Over the next five years, over 3,000 such satellites with sizes varying from a small shoebox to a 24-inch television set and weighing one kg to 50 kg are expected to be built and launched by various players, according to SpaceWorks Inc, a US space industry researcher.
The biggest such move will be by OneWeb, the Softbank-funded satellite venture which has India’s Bharti as a partner. It will launch 648 small satellites to provide high-speed internet to remotest corners of the world.
Planet Labs, which acquired the satellite infrastructure of Google, on Wednesday used for a second time the Polar Satellite Launch Vehicle (PSLV) rocket to hurl 88 micro satellites or Doves into space.
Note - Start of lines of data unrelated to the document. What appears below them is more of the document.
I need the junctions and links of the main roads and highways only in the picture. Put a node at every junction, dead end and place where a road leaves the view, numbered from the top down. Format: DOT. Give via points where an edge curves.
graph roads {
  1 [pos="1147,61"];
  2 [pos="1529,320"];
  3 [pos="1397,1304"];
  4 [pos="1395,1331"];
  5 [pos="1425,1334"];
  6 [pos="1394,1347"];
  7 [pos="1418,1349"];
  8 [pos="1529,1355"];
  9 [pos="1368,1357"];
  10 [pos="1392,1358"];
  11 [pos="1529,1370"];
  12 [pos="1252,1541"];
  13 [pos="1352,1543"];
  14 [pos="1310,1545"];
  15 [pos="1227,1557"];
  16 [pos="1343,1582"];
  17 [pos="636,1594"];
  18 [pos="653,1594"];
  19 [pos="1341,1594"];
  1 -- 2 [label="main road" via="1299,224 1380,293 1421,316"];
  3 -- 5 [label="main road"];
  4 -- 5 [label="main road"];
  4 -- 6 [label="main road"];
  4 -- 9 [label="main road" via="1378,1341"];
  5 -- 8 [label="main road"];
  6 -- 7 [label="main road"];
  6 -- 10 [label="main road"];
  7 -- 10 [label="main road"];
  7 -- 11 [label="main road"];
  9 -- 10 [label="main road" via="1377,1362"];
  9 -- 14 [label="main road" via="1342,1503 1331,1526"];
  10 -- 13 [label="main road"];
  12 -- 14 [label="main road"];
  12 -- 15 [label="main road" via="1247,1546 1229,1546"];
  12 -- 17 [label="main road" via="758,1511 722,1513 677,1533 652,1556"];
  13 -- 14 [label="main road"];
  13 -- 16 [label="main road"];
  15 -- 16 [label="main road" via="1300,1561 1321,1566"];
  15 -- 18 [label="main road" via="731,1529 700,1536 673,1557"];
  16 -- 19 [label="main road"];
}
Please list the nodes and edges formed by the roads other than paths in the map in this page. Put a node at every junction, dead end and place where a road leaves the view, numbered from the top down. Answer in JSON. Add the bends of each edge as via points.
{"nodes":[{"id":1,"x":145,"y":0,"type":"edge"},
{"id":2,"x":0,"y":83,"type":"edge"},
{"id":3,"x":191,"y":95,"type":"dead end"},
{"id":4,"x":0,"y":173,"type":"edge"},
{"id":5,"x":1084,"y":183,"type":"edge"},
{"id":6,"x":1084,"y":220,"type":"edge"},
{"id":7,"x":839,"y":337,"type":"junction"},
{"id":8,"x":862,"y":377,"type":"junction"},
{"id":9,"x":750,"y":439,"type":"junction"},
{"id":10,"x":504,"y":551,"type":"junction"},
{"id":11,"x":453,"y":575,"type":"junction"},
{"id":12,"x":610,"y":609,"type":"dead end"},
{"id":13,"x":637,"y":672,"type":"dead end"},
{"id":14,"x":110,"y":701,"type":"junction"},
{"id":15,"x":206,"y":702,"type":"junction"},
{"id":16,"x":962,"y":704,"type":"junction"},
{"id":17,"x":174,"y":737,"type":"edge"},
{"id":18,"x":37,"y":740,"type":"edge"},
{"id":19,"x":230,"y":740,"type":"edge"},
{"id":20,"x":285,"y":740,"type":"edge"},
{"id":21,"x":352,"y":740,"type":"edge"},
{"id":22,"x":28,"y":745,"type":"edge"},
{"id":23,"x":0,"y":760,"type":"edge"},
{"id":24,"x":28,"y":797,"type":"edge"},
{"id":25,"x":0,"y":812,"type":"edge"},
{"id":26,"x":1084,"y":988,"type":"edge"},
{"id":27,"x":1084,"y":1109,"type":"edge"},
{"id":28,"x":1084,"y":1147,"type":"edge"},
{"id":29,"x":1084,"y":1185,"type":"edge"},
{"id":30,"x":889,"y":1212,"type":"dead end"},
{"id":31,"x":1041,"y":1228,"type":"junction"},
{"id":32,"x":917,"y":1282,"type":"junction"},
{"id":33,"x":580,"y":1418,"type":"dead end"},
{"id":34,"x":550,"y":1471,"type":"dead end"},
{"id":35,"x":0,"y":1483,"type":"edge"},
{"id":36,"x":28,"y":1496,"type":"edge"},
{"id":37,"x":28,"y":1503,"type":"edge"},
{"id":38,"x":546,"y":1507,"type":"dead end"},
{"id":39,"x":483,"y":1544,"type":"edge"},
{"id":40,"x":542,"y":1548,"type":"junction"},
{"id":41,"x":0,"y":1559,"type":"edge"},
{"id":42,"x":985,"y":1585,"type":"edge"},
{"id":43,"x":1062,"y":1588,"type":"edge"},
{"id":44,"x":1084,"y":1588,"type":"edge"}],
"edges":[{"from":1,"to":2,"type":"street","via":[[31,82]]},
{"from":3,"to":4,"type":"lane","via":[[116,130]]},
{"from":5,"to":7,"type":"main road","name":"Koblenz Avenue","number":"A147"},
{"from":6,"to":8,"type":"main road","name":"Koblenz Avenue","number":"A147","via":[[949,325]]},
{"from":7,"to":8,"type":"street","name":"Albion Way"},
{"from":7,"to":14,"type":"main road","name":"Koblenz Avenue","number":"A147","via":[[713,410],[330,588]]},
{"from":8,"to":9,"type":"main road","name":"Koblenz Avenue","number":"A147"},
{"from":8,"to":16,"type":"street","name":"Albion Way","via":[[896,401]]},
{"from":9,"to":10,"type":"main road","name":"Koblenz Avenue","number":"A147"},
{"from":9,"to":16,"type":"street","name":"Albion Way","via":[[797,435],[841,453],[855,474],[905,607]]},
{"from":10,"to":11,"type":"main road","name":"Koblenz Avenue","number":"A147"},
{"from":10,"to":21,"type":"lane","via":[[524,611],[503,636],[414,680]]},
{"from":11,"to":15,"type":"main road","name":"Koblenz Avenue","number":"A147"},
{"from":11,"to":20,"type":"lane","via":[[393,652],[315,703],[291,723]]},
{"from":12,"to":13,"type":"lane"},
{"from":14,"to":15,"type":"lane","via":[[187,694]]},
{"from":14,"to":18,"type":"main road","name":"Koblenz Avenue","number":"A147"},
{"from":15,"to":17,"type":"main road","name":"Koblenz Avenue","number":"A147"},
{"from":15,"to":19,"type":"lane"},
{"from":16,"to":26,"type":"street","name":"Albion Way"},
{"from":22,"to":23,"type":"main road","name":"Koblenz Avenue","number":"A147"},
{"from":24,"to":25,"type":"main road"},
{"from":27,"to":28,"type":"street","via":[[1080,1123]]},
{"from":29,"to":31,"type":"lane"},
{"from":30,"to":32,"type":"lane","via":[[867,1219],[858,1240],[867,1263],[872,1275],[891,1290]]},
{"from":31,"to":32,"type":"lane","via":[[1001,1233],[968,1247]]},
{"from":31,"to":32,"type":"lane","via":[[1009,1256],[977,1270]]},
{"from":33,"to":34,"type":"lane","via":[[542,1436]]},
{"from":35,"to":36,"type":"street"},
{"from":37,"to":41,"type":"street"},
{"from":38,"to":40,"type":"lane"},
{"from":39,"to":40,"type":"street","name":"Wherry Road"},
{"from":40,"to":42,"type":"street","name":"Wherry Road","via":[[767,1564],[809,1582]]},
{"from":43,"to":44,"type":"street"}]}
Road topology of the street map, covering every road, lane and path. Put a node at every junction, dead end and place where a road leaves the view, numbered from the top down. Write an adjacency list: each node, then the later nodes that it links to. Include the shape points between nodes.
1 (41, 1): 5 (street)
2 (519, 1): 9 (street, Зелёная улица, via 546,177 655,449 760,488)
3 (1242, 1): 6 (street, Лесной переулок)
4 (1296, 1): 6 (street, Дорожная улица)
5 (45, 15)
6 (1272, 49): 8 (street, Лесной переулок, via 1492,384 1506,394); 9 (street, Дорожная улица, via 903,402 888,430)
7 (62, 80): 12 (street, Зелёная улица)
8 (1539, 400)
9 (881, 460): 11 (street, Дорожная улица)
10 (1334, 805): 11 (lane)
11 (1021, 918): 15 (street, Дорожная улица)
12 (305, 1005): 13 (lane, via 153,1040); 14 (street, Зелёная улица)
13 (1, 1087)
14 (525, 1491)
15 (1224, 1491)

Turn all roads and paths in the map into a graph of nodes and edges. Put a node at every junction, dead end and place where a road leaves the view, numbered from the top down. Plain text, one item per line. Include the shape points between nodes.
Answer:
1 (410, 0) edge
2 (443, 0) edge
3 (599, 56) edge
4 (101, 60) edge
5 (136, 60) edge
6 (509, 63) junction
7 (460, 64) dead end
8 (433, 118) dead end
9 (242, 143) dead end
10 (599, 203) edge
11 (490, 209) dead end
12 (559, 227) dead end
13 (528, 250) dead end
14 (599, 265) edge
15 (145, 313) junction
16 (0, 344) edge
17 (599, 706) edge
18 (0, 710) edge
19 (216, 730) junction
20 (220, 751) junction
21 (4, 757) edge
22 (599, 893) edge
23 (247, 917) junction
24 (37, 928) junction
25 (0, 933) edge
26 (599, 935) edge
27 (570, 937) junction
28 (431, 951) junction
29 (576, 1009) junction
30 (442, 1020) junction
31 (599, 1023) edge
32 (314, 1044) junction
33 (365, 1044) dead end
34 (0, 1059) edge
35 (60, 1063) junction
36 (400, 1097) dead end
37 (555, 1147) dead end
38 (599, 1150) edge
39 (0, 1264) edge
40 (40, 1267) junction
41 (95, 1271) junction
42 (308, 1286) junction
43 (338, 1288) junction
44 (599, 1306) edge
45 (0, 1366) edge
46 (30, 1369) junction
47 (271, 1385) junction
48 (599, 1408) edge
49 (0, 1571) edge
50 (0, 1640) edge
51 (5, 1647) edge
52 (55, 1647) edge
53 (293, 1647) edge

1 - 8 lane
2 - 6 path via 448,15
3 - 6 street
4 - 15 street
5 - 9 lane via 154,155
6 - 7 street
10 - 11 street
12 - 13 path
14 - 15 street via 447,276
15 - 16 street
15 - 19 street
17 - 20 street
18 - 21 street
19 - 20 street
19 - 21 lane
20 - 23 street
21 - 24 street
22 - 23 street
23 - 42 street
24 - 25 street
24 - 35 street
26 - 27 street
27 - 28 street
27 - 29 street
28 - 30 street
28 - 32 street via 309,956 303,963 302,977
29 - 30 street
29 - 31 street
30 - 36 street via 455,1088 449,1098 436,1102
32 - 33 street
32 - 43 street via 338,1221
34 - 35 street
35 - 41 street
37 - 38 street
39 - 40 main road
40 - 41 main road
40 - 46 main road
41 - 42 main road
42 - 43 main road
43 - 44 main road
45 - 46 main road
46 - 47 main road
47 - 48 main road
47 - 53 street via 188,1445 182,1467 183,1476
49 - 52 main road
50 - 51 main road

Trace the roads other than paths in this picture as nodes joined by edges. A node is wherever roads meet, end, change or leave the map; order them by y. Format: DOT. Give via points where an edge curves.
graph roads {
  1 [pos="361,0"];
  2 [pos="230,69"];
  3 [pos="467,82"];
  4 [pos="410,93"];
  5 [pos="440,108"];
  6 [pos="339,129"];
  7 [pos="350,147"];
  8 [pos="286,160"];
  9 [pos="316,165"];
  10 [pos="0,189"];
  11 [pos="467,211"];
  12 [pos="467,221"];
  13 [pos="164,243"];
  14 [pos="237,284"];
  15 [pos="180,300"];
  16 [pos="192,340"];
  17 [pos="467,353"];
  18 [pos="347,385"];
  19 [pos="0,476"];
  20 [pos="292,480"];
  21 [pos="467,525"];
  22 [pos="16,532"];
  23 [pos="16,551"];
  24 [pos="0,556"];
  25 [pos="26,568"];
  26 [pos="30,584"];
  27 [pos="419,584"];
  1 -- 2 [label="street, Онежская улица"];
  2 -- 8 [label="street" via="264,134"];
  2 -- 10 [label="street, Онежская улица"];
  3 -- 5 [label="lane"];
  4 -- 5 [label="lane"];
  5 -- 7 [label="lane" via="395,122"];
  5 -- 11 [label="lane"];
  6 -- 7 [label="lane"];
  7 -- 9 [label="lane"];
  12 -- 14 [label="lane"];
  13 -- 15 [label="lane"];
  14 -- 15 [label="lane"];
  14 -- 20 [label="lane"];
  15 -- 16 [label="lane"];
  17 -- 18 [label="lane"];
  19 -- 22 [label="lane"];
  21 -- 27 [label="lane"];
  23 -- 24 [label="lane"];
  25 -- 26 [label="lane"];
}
Isro sees an immense opportunity for two reasons – first, there is a global shortage of launchers for small satellite missions; and second, there is a sudden rush of private industry in the US and Europe to send hundreds of satellites to space for various needs. These needs include weather tracking, navigation on the sea where there is little connectivity so far, and providing high-speed internet to remotest parts of the world.
“Whenever there is a large production of satellites, there will also be requirement for sub systems. There are many industries that can produce for global companies,” A S Kiran Kumar, chairman of (Isro), had said in an interview last year.
So far, Isro's PSLV rocket has launched 225 satellites, of which 179 are for foreign customers.
"Our teams had come with very good solutions for (the large order), including finding real estate to accommodate all the satellites in the payload compartment," says B Jayakumar, project director for PSLV at the Vikram Sarabhai Space Centre (VSSC)
Rockets from players like SpaceX, BlueOrigin, Rocket Lab and Firefly Systems, are yet to compete on a large scale. Also, Isro, with private players in India taking up satellite building, wants to position the country as a hub where global firms can share design, build it in India and launch it on an Indian rocket.
It has already contracted a consortium of small firms led by Alpha Design, a Bengaluru aerospace firm, to build two of its Navic navigation satellite, transferring the technology knowhow to build and assemble satellites according to design. It also has shared the knowhow for ground equipment that captures satellite data, and processe them for specific local applications.
“We want to enable the Indian space ecosystem. The demand for electronics in space industry is growing. There are opportunities for niche companies in space,” says Kumar. “Some of the technology is already with the private companies”.